The Health Insurance Portability and Accountability Act of 1996 (HIPPA) created a national standard for protecting sensitive patient information. Included in the Protected Health Information (PHI) are not only your name, social security number, address(es), phone number(s), test results, and diagnoses, but also personal and behavioral attributes that can help anyone – including travel industry companies – single out an individual.
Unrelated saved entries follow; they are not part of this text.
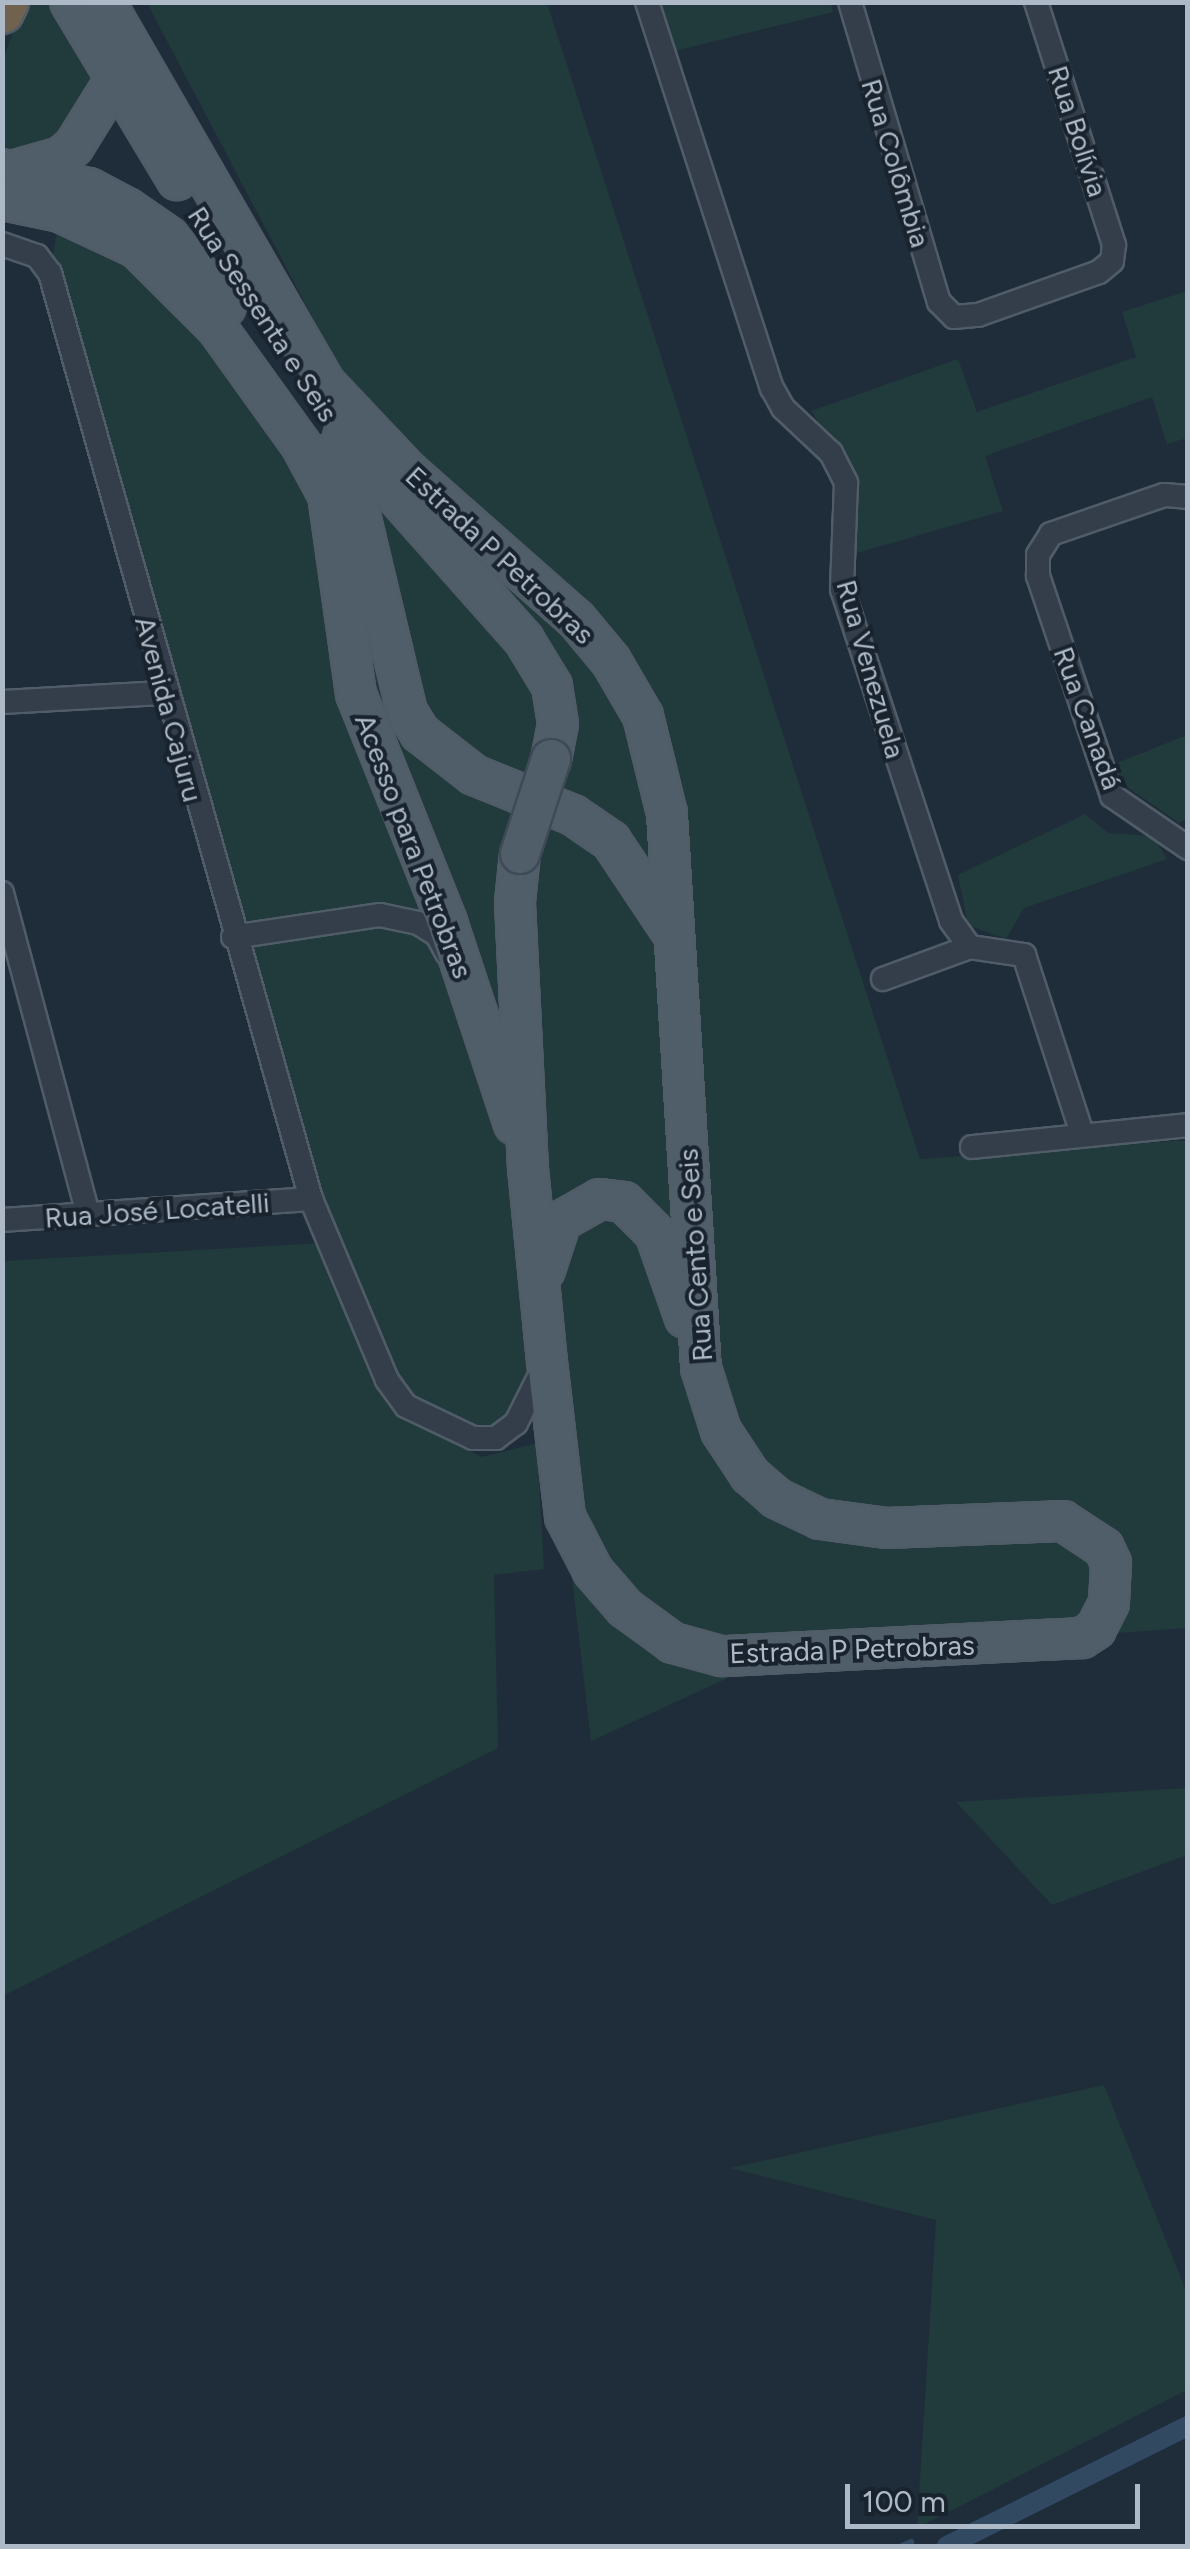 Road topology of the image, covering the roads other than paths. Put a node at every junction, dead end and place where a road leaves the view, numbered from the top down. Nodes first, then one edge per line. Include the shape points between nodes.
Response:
1 (7, 2) edge
2 (70, 2) edge
3 (105, 2) edge
4 (647, 2) edge
5 (850, 2) edge
6 (1036, 2) edge
7 (2, 12) edge
8 (116, 80) junction
9 (7, 180) edge
10 (2, 244) edge
11 (1112, 260) joint
12 (1188, 496) edge
13 (164, 693) junction
14 (2, 702) edge
15 (550, 759) joint
16 (1188, 848) edge
17 (2, 893) edge
18 (674, 936) junction
19 (232, 937) junction
20 (970, 947) junction
21 (883, 979) dead end
22 (473, 998) junction
23 (1188, 1125) edge
24 (1082, 1134) junction
25 (972, 1147) dead end
26 (528, 1169) junction
27 (311, 1199) junction
28 (88, 1215) junction
29 (2, 1220) edge
30 (543, 1276) junction
31 (547, 1362) junction
32 (701, 1368) junction
33 (565, 1517) joint
34 (1082, 1638) joint

1 - 7 highway
2 - 8 main road, Rua Sessenta e Seis
3 - 18 main road, Estrada P Petrobras via 324,382 408,470 576,619 612,661 643,716 658,763
4 - 20 street, Rua Venezuela via 772,388 783,408 831,453 846,482 841,570 847,607 950,921
5 - 11 street, Rua Colômbia via 940,302 954,317 1081,278
6 - 11 street, Rua Bolívia via 1114,245
8 - 9 main road via 74,146
8 - 15 main road, Rua Sessenta e Seis via 310,395 390,495 524,640 552,686 558,724
9 - 18 main road via 89,188 169,237 347,474 407,712 420,733 474,775 574,815 611,841
9 - 22 main road, Acesso para Petrobras via 138,248 218,328 301,445 328,495 356,694
10 - 13 street, Avenida Cajuru via 37,256 50,273
12 - 16 street, Rua Canadá via 1164,495 1051,534 1038,554 1038,576 1112,796
13 - 14 street
13 - 19 street, Avenida Cajuru
15 - 26 main road, Acesso para Petrobras, bridge via 520,854 516,902
17 - 28 street
18 - 32 main road, Rua Cento e Seis
19 - 22 street via 380,914 400,918 437,935
19 - 27 street, Avenida Cajuru
20 - 21 street
20 - 24 street via 1024,955
22 - 26 main road, Acesso para Petrobras
23 - 24 street
24 - 25 street
26 - 30 main road, Acesso para Petrobras
27 - 28 street, Rua José Locatelli
27 - 31 street, Avenida Cajuru via 387,1380 406,1406 473,1438 496,1438 516,1423
28 - 29 street, Rua José Locatelli
30 - 31 main road, Acesso para Petrobras
30 - 32 main road via 562,1221 600,1199 624,1202 655,1233
31 - 33 main road, Acesso para Petrobras
32 - 34 main road, Rua Cento e Seis via 721,1431 750,1475 776,1498 820,1519 887,1528 1063,1520 1104,1548 1110,1603
33 - 34 main road, Estrada P Petrobras via 593,1571 625,1608 673,1643 721,1656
Additionally, the Fourth Amendment to the US Constitution’s Bill of Rights protects against illegal search and seizure, stating clearly:

“The right of the people to be secure in their persons, houses, papers, and effects, against unreasonable searches and seizures, shall not be violated, and no Warrants shall issue, but upon probable cause, supported by Oath or affirmation, and particularly describing the place to be searched, and the persons or things to be seized.”Curiously, there have been no privacy advocate groups stepping up to challenge the encroachment into the privacy of Americans where the questionable subject of vaccine documentation is concerned.
Not yet at least.

The government itself is responsible for protecting these rights. The police the county judges state governments state judges all swear to the Constitution not the media.

What about those under age 20 or 18 who are not getting the shot? They obviously will not be able to travel! what about dogs who've been shown to be carriers of the covid? What about plants? What about luggage? It was stated early on that the virus lives something like 7 days on poor surfaces?

Illogical!

And yet Merck stopped their vaccine program claiming that at the point they were at with their vaccine, it was more efficient to allow people to get the virus and build immunity then to receive their vaccine thus far.

Don't you already have to have certain vaccines to travel to certain countries?

It's been well documented that these vaccines do not prevent the acquiring of the virus, they supposed to reduce the symptoms and severity when you get it. So it really makes no sense to claim that you're stopping the transmission of the virus just by these vaccines.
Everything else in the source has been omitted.